As to the hypocritical "true negro" dodge so often used by Eurocentrics, Keita drily notes:

"The practice of making only the Broad (extreme
“Negro”) phenotype the only “real”
tropical African, and regarding only this
phenotype in Egyptian art as evidence of
“the Black (read African) (e.g., Vercoutter,
1976), would be analogous to searching for “Nordic” or “East Baltic” phenotypes in realistic
Greek statuary as evidence of the “True
White,” and implying the other Greeks to be
non-Europeans."



Even more interesting, the much touted 'Europeans" establish their presence in some analyses through the choice of analytical technique.
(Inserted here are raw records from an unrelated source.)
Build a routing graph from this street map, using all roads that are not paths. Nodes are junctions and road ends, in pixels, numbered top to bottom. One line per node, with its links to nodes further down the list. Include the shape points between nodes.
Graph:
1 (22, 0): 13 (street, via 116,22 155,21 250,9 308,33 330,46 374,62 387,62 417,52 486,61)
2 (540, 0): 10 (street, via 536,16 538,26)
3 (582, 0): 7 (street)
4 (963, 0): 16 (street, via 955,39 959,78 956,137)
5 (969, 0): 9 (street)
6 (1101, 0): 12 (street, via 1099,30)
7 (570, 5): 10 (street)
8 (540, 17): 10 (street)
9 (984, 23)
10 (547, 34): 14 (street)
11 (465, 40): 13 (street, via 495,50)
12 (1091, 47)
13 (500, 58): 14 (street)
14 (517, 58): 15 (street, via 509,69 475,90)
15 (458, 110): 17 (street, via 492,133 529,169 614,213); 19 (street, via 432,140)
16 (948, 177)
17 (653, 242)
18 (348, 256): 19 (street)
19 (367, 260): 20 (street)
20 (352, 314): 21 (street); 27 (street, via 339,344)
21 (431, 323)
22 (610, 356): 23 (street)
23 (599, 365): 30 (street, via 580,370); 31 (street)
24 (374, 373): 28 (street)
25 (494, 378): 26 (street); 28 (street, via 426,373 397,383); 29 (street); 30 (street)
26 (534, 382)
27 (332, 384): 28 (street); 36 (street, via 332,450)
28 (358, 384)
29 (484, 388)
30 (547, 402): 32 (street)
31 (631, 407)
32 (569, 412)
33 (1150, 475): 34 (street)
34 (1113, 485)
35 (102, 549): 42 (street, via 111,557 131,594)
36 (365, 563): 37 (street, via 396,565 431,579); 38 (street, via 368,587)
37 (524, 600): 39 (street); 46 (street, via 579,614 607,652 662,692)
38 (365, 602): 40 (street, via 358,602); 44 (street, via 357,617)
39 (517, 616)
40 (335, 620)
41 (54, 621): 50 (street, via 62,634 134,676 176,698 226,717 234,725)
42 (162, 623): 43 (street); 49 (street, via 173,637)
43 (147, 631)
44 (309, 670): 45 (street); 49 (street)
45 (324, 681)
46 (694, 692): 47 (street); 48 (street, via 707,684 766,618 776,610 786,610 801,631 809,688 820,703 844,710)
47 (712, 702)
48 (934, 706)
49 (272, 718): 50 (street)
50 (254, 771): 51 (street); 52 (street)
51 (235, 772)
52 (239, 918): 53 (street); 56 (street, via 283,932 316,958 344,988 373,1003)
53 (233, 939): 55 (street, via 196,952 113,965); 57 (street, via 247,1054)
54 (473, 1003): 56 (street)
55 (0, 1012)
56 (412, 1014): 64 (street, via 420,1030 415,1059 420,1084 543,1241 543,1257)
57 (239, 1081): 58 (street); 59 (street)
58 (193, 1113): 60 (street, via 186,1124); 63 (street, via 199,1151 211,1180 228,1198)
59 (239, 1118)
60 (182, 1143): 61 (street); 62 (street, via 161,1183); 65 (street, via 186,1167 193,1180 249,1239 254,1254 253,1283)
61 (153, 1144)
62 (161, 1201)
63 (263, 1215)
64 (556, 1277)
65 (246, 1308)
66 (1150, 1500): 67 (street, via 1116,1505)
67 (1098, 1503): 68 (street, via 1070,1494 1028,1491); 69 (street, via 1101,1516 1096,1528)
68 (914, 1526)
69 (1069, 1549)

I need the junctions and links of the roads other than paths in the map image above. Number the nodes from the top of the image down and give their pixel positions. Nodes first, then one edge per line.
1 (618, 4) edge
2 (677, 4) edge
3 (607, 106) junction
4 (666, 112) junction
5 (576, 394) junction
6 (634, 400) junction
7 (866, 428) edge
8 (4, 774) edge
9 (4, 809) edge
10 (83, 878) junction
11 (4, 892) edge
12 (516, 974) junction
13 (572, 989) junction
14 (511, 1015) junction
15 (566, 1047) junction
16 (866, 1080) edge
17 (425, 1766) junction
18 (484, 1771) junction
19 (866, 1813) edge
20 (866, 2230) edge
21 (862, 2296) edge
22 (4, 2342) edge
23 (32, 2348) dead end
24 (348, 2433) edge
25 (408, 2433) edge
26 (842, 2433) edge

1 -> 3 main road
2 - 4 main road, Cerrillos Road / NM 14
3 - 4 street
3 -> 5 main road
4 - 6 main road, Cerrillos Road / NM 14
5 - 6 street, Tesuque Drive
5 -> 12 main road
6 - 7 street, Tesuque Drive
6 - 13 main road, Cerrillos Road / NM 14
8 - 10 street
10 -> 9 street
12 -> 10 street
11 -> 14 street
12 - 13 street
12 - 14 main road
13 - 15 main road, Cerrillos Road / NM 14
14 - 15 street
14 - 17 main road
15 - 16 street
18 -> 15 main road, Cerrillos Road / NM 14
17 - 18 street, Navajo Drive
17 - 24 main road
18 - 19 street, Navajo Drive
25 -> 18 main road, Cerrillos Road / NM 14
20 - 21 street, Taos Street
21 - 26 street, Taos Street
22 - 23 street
When other valid analytical methods are used, i.e. the "divider method," the pattern becomes a tropical African one, (indeed a Broad type) and that this method yields a more natural fit to the data.

quote:
Howells’ (1973) study
which included the late dynastic northern
“E” series, shows its “intermediateness,”
since with a synthetic cluster technique it
groups with northern Europeans but with a
divisive method with tropical Africans (and
of the Broad, not Elongated physiognomy).
Both approaches are valid but some investigators
claim that the divisive technique produces
more “natural” groups (Blakith and
Reyment. 1971).


.
 
Whatbox
Member # 10819
 - posted
Practically any study if exists that deals with the greening Sahara and demic movements into it from Eastren Africa.
 
astenb
Member # 14524
 - posted
Origin, Diffusion, and Differentiation of Y-Chromosome Haplogroups E
and J: Inferences on the Neolithization of Europe and Later Migratory Events in the Mediterranean Area



Y-chromosomal diversity in the population of Guinea-Bissau: a multiethnic perspective


Y-Chromosome Variation Among Sudanese: Restricted Gene Flow, Concordance With Language, Geography, and History

Y-chromosome diversity characterizes the Gulf of Oman


Tracing Past Human Male Movements in Northern/Eastern Africa and Western Eurasia: New Clues from Y-Chromosomal Haplogroups E-M78 and J-M12


Molecular Dissection of the Y Chromosome Haplogroup E-M78 (E3b1a): A Posteriori Evaluation of a Microsatellite-Network-Based Approach Through Six New Biallelic Markers


Ethiopians and Khoisan Share the Deepest Clades of the Human Y-Chromosome Phylogeny


Mitochondrial DNA Sequence Diversity in a Sedentary Population from Egypt


Ethiopian Mitochondrial DNA Heritage: Tracking Gene Flow Across and Around the Gate of Tears


Y Haplogroups, Archaeological Cultures and Languages Families: a Review of the Possibility of Multidisciplinary Comparisons Using the Case of E-M35


Y-chromosomal evidence of the cultural diffusion of. agriculture in southeast Europe


History in the Interpretation of the Pattern of p49a,f TaqI RFLP Y-Chromosome Variation in Egypt: A Consideration of Multiple Lines of Evidence


GENETICS, EGYPT, AND HISTORY: INTERPRETING GEOGRAPHICAL PATTERNS OF Y CHROMOSOME VARIATION


Phylogeographic Analysis of Haplogroup E3b (E-M215) Y Chromosomes Reveals Multiple Migratory Events Within and Out Of Africa


Y-chromosomal evidence of a pastoralist migration through Tanzania to southern Africa

Some of these can come in handy.
 
Whatbox
Member # 10819
 - posted
Why is all of it genetic?

What about studies like the skeletal morphology study comparing the AE to white Americans and black Americans in intra-limbic, brachial and crural indices posted by Alive Brandon Zarahan and Sundjata in the Ethiopians and East Africans thread?
 
zarahan
Member # 15718
 - posted
DNA is good but we always need a cross check with cultural, limb proportion and cranial data, as Keita himself recommends. Those are some good studies though- some by Keita. I am glad he is out there to keep them honest, particularly with the amount of sampling bias we see in many DNA studies.